Exportunterlagen liegen vor
Portugal beharrt: BSE-Rind auf Azoren stammte aus Deutschland

dpa LISSABON. Die Behörden in Portugal beharren darauf, dass das auf den Azoren an BSE erkrankte Rind aus Deutschland stammte. Die autonome Regierung der atlantischen Azoren beschuldigte die deutschen Instanzen, ein falsches Spiel zu treiben. Der Regierungschef der zu Portugal gehörenden Inselgruppe, Carlos Cesar, erklärte nach Angaben der Zeitung "Publico" vom Dienstag: "Uns liegen die Exportunterlagen des Tieres vor. Wir wissen, woher die Kuh stammte. Es ist ein Leichtes zu behaupten, man habe diese oder jene Analyse vorgenommen."

Ein Gentest der Universität Göttingen hatte ergeben, dass das Tier - entgegen bisherigen Annahmen - nicht von einem Hof in Sachsen- Anhalt stammte. Der Azoren-Regierungschef meinte demgegenüber: "Man sollte es kaum glauben, aber auch die Deutschen können sich irren." Der regionale Agrarminister Ricardo Rodrigues sagte: "Das kennen wir schon. Kein Land will ohne weiteres eingestehen, dass ein BSE-krankes Rind von seinem Territorium stammt."

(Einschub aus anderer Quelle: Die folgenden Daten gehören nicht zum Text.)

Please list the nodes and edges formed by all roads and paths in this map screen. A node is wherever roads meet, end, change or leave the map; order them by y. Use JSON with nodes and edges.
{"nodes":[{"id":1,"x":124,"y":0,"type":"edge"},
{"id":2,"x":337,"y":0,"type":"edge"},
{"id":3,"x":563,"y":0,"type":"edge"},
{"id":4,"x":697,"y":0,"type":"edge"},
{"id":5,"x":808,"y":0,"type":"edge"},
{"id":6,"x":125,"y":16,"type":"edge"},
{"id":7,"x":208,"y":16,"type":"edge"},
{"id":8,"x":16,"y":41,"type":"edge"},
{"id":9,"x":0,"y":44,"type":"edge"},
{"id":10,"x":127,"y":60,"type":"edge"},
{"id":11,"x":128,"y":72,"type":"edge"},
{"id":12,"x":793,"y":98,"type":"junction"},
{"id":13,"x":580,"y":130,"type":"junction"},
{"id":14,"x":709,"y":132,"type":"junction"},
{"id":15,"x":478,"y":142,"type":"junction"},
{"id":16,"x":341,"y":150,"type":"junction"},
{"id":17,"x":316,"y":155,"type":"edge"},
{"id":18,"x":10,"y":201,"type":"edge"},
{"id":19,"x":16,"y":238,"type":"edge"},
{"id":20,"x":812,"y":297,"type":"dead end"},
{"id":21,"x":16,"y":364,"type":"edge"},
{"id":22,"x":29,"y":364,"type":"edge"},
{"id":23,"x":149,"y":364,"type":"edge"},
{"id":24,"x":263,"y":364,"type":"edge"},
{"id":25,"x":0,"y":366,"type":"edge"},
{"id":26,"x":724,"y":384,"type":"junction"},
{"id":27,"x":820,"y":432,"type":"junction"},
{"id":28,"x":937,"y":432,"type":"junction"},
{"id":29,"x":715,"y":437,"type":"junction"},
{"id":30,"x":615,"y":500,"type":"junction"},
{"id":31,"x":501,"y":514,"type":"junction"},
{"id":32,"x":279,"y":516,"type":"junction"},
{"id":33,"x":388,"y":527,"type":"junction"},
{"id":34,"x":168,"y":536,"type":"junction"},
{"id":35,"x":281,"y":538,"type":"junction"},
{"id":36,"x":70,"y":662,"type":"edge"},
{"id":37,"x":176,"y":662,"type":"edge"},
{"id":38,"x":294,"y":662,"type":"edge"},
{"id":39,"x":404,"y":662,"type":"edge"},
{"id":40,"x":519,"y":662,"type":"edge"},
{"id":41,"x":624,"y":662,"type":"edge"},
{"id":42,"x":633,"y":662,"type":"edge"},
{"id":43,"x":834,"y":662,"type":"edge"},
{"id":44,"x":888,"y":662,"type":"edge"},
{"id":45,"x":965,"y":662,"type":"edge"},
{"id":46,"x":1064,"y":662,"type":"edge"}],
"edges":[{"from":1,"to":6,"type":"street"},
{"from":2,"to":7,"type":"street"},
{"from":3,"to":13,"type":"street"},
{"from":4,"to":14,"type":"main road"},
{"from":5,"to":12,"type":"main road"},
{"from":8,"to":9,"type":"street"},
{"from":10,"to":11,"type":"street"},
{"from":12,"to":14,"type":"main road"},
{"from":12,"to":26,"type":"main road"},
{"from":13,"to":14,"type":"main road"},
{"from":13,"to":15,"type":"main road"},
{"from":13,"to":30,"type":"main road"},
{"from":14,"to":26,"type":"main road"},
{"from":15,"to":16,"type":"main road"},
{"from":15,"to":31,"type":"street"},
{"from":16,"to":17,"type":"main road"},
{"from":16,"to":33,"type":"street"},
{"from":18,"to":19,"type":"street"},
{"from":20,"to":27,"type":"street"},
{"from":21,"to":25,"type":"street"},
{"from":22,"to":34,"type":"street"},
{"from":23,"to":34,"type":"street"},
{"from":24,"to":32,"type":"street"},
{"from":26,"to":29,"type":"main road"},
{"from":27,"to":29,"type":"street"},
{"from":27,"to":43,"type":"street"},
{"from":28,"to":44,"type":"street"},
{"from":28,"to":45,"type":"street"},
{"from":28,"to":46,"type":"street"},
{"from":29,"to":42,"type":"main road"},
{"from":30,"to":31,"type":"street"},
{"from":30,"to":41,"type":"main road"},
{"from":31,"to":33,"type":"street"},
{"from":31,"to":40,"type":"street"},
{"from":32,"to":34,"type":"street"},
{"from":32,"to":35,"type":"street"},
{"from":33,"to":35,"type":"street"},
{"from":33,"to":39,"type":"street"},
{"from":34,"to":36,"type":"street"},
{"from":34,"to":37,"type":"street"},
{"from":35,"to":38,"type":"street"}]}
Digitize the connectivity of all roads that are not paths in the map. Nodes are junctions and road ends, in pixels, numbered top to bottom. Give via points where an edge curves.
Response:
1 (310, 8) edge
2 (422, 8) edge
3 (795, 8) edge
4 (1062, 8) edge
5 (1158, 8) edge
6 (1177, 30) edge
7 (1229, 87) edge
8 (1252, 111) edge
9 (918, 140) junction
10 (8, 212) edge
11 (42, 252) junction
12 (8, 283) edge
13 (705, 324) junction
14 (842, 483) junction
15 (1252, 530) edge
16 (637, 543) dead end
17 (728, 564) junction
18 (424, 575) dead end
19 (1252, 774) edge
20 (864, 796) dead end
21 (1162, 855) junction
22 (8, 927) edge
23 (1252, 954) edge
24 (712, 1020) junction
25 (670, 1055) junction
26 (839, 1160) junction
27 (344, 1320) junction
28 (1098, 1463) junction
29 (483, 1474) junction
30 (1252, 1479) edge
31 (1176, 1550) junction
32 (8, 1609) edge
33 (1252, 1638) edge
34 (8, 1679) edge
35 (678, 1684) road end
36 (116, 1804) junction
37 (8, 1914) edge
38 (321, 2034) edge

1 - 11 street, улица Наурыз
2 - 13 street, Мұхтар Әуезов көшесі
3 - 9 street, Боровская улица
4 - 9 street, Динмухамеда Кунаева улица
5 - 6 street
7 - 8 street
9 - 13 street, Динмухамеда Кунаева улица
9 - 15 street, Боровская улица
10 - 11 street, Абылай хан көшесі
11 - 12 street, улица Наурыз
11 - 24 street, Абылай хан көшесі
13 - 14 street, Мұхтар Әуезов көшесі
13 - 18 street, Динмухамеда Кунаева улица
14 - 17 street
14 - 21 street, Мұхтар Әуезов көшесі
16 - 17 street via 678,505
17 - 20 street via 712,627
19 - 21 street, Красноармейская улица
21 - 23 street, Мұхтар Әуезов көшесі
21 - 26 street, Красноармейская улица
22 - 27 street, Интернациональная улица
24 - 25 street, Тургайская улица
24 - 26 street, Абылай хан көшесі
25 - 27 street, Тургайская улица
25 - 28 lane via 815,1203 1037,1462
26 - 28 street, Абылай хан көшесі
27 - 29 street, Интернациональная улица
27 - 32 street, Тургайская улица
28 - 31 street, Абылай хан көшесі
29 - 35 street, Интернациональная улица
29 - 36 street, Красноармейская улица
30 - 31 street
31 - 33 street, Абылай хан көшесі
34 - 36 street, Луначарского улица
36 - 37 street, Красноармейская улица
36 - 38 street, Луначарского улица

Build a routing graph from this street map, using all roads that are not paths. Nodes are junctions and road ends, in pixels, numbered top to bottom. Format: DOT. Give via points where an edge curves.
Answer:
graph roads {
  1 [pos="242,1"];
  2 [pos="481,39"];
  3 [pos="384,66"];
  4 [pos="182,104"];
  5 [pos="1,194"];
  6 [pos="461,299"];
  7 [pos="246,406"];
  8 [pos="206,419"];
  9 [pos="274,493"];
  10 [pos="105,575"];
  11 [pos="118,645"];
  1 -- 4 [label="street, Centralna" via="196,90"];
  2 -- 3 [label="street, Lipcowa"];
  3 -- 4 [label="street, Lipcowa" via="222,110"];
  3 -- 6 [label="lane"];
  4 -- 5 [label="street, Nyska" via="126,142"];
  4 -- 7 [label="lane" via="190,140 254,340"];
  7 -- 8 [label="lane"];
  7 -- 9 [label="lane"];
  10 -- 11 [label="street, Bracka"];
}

Wie aus diplomatischen Kreisen in Lissabon verlautete, hat Portugal den Deutschen bislang nicht die Exportunterlagen zugeschickt, in denen die Herkunft des Rindes dokumentiert wird. Die Azoren-Regierung nimmt an, dass es möglicherweise eine Verwechselung gegeben habe. In Regierungskreisen hieß es nach Angaben der Zeitung: "Alle Papiere deuten darauf hin, dass das Rind aus Deutschland stammte. Die Tatsache, dass seine Vorfahren keine deutschen Tiere waren, hat nichts zu bedeuten. Vielleicht stammte die Kuh von Rindern ab, die Deutschland aus dem Ausland importiert hatte."